Over a one-year period, median supply costs for the scorecard group fell 6.5 percent, while the median expenses for the control group rose by nearly 7.5 percent. The trend remained even when compensating for case mix index. Researchers identified two factors responsible for the positive results: better awareness of supply costs, and a willingness to emulate high-performing surgeon peers. While surgeons in the study agreed that it was their responsibility to help reduce costs, those who used the scorecard system had a far better idea of how their preference items and supply requests affected overall spending. As a result, it was much easier for them to adjust their supply choices accordingly and choose more cost-efficient items and devices.
A similar program was tested at University of California at San Diego in 2015. Though it had no financial incentives, it still provided surgeons with a detailed account of their spending for each surgical procedure. In some cases, there were product costs for items that surgeons never actually used, items that nurses had prepared in anticipation for a procedure but were unnecessary and represented an unnecessary expense.

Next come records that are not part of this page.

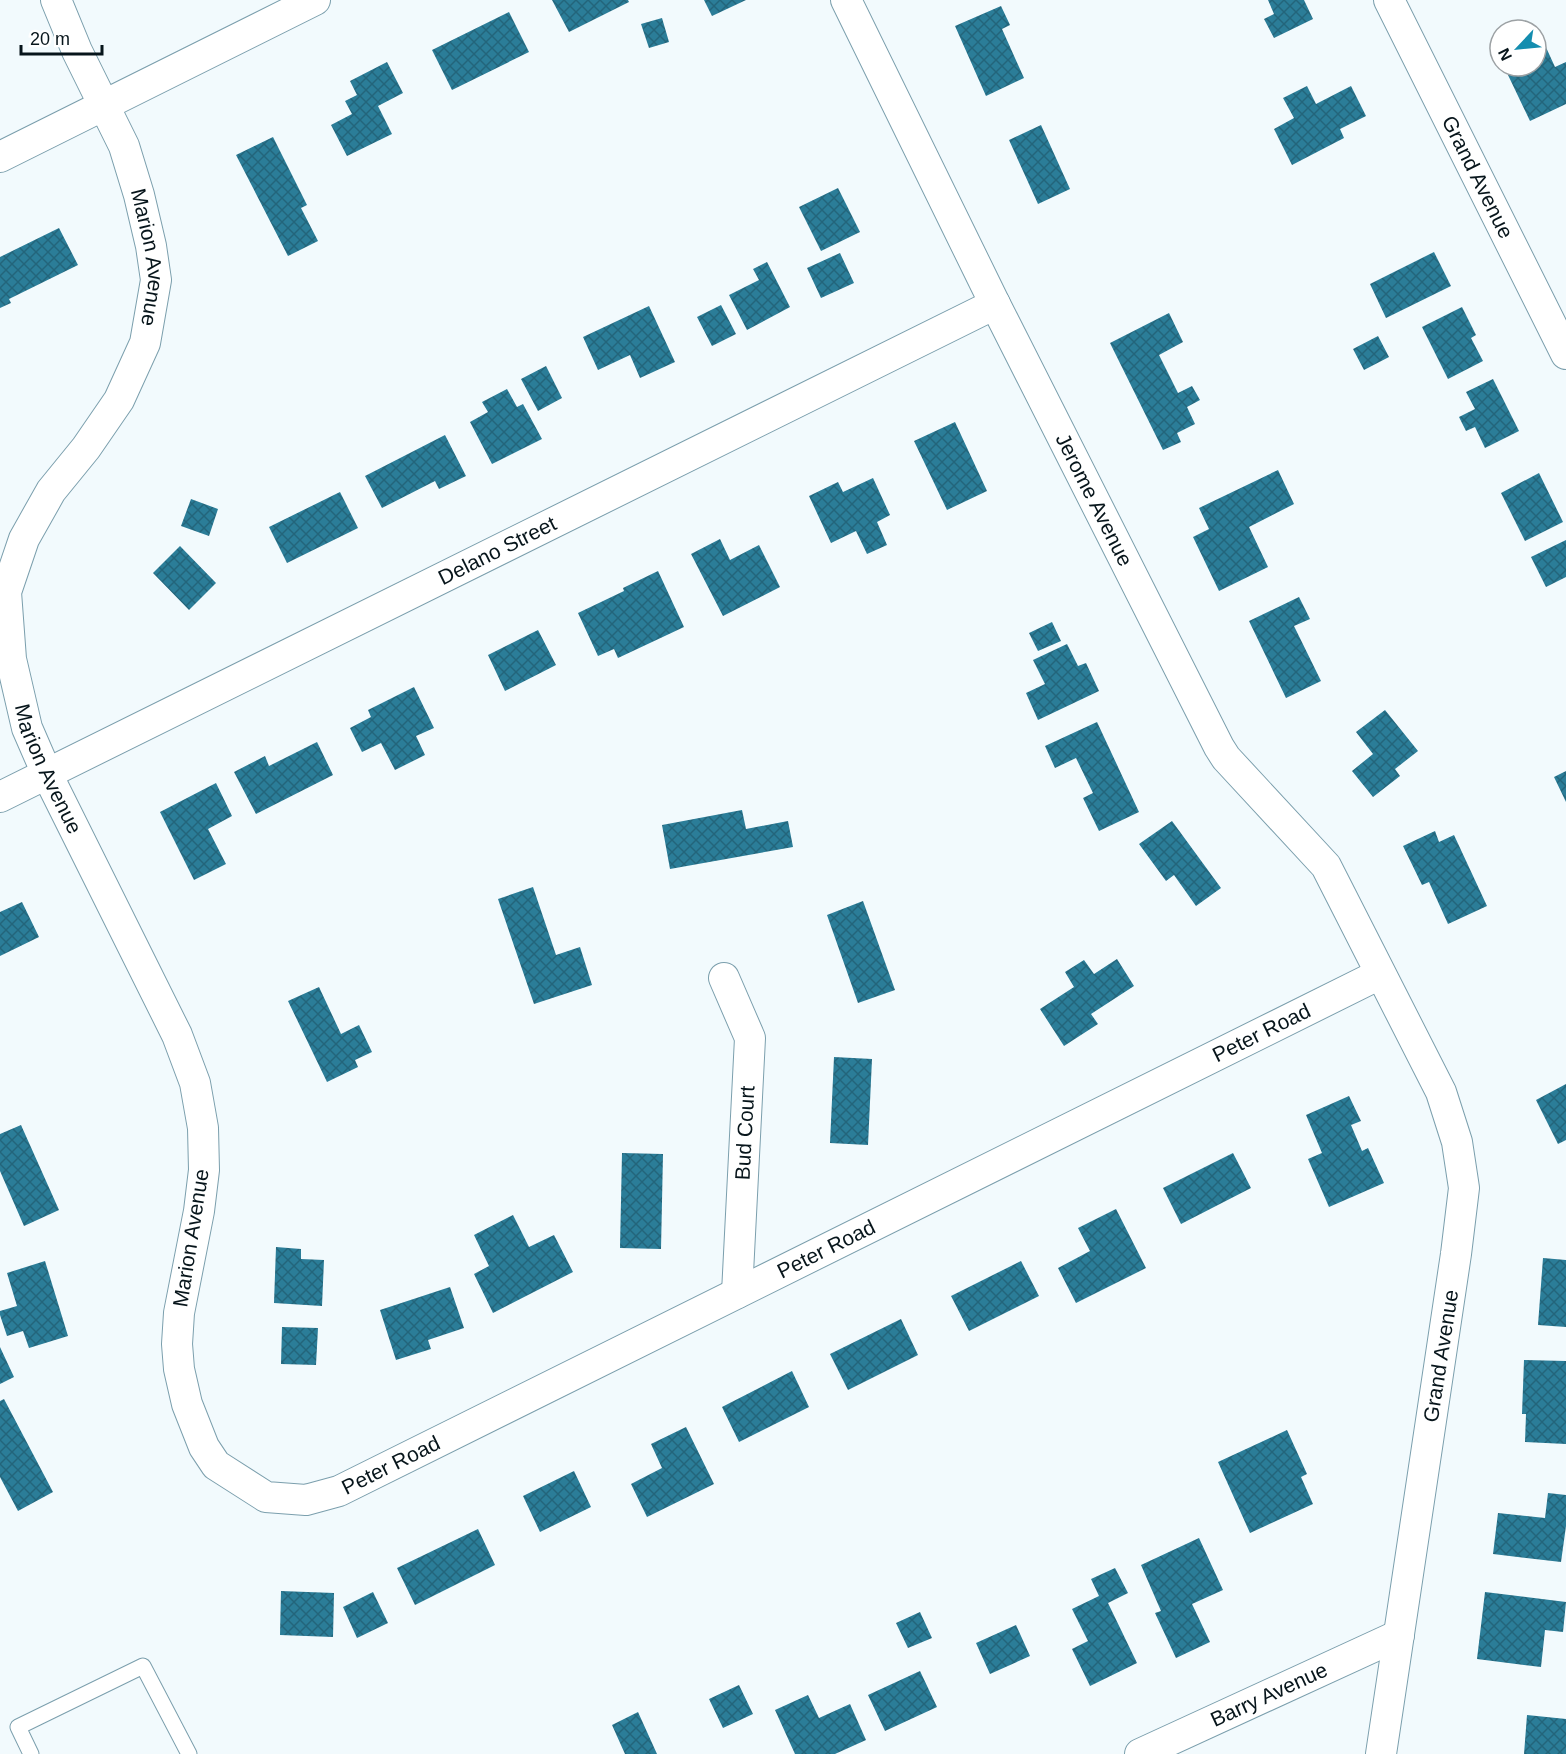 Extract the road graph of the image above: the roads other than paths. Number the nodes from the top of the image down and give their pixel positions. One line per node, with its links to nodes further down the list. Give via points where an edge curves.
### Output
1 (56, 0): 5 (street, Marion Avenue, via 76,51)
2 (315, 0): 5 (street)
3 (846, 0): 7 (street, Jerome Avenue)
4 (1389, 0): 8 (street, Grand Avenue)
5 (105, 104): 6 (street); 9 (street, Marion Avenue, via 124,146 139,195 156,280 145,343 119,400 51,491 24,538 6,592 11,659 27,728)
6 (0, 157)
7 (995, 304): 9 (street, Delano Street); 11 (street, Jerome Avenue, via 1219,747 1326,866)
8 (1566, 354)
9 (47, 774): 10 (street, Delano Street); 14 (street, Marion Avenue, via 177,1035 195,1083 203,1128 204,1170 179,1313 179,1369 187,1404 204,1447 216,1464)
10 (0, 797)
11 (1380, 974): 13 (street, Peter Road); 15 (street, Grand Avenue, via 1441,1092 1457,1142 1464,1188)
12 (724, 978): 13 (street, Bud Court, via 750,1038)
13 (737, 1293): 14 (street, Peter Road, via 339,1491 306,1500)
14 (266, 1497)
15 (1399, 1635): 18 (street, Barry Avenue); 19 (street, Grand Avenue)
16 (31, 1754): 17 (lane, via 18,1727 142,1666)
17 (189, 1754)
18 (1140, 1754)
19 (1381, 1754)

With improved communication and more reliable cost data, providers were able to cut spending on 18 of 34 procedures, representing total savings of more than $60,000 over a four-month period. In addition, feedback on procedure time also helped surgeons better estimate their OR booking and utilization, improving workflow.
Cost awareness is only one component of any strategy to rein in supply costs. The clinical effectiveness of any medical device is just as important, but isn’t as easy to calculate, especially for smaller organizations that don’t have the case volume or analytics capability to assess thousands of procedures and outcomes. As a result, many hospitals and health systems turn to third parties that specialize in comparative effectiveness research.
In 2013, UnitedHealth Group, Baylor Health, Dignity Health, and Advocate Health Care created SharedClarity, a joint-venture company that identifies the best-performing stents, defibrillators, heart valves, and other high-cost implantable devices. By combining each health system’s patient data, analysts can determine how each brand of device compares in any clinical situation and share the results with member organizations. Premier Inc, one of the country’s largest GPOs, has a similar program known as the Partnership for the Advancement of Comparative Effectiveness Review (PACER). The initiative saved members an estimated $8.1 million in cardiac stents and surgical mesh from 2014 to 2016, according to Premier.
Cutting supply costs isn’t as simple as finding the lowest price. As the studies suggest, real improvements require a dedicated effort in which supply chain staff, providers, and administrative personnel can share information and determine a medical device’s actual impact on outcomes and spending. Due to the rate of technological and clinical advances, it’s also a long-term effort. But because of the growing pressure to improve efficiency in healthcare, it’s something healthcare organizations cannot afford to ignore.